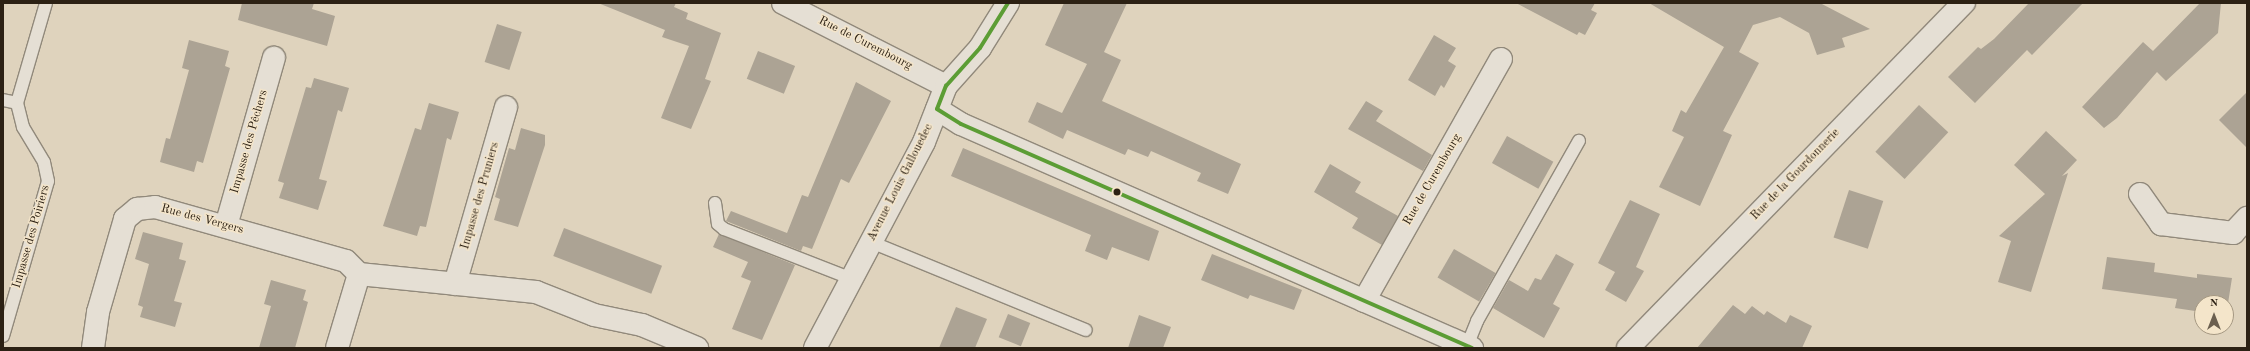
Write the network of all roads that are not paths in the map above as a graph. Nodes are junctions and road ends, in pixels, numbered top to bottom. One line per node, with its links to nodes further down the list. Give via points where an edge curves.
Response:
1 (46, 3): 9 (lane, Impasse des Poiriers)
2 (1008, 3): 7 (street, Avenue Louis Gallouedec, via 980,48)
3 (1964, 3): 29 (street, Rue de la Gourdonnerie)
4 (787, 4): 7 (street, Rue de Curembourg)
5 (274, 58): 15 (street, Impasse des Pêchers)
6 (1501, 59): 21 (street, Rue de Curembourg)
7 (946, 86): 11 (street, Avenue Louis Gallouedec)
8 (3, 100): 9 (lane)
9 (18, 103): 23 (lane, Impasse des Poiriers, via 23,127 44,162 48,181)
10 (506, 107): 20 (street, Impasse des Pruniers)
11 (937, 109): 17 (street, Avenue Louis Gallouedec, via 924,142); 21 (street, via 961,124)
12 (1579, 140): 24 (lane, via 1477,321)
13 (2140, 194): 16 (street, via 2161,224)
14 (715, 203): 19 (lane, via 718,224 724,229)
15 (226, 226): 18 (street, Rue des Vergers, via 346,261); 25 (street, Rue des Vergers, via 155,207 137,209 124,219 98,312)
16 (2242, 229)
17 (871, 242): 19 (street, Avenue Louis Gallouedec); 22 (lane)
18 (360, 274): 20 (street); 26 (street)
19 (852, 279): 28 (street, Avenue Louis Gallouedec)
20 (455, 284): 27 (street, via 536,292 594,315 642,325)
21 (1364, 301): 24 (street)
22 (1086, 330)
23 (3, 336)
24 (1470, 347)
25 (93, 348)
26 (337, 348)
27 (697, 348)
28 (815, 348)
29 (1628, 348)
========================================================================
## WORK TASK
Would you transcribe all of the data exactly, omitting any pictures?

## ANSWER TO THIS EXERCISE
Write the network of all roads that are not paths in the map above as a graph. Nodes are junctions and road ends, in pixels, numbered top to bottom. One line per node, with its links to nodes further down the list. Give via points where an edge curves.
Response:
1 (46, 3): 9 (lane, Impasse des Poiriers)
2 (1008, 3): 7 (street, Avenue Louis Gallouedec, via 980,48)
3 (1964, 3): 29 (street, Rue de la Gourdonnerie)
4 (787, 4): 7 (street, Rue de Curembourg)
5 (274, 58): 15 (street, Impasse des Pêchers)
6 (1501, 59): 21 (street, Rue de Curembourg)
7 (946, 86): 11 (street, Avenue Louis Gallouedec)
8 (3, 100): 9 (lane)
9 (18, 103): 23 (lane, Impasse des Poiriers, via 23,127 44,162 48,181)
10 (506, 107): 20 (street, Impasse des Pruniers)
11 (937, 109): 17 (street, Avenue Louis Gallouedec, via 924,142); 21 (street, via 961,124)
12 (1579, 140): 24 (lane, via 1477,321)
13 (2140, 194): 16 (street, via 2161,224)
14 (715, 203): 19 (lane, via 718,224 724,229)
15 (226, 226): 18 (street, Rue des Vergers, via 346,261); 25 (street, Rue des Vergers, via 155,207 137,209 124,219 98,312)
16 (2242, 229)
17 (871, 242): 19 (street, Avenue Louis Gallouedec); 22 (lane)
18 (360, 274): 20 (street); 26 (street)
19 (852, 279): 28 (street, Avenue Louis Gallouedec)
20 (455, 284): 27 (street, via 536,292 594,315 642,325)
21 (1364, 301): 24 (street)
22 (1086, 330)
23 (3, 336)
24 (1470, 347)
25 (93, 348)
26 (337, 348)
27 (697, 348)
28 (815, 348)
29 (1628, 348)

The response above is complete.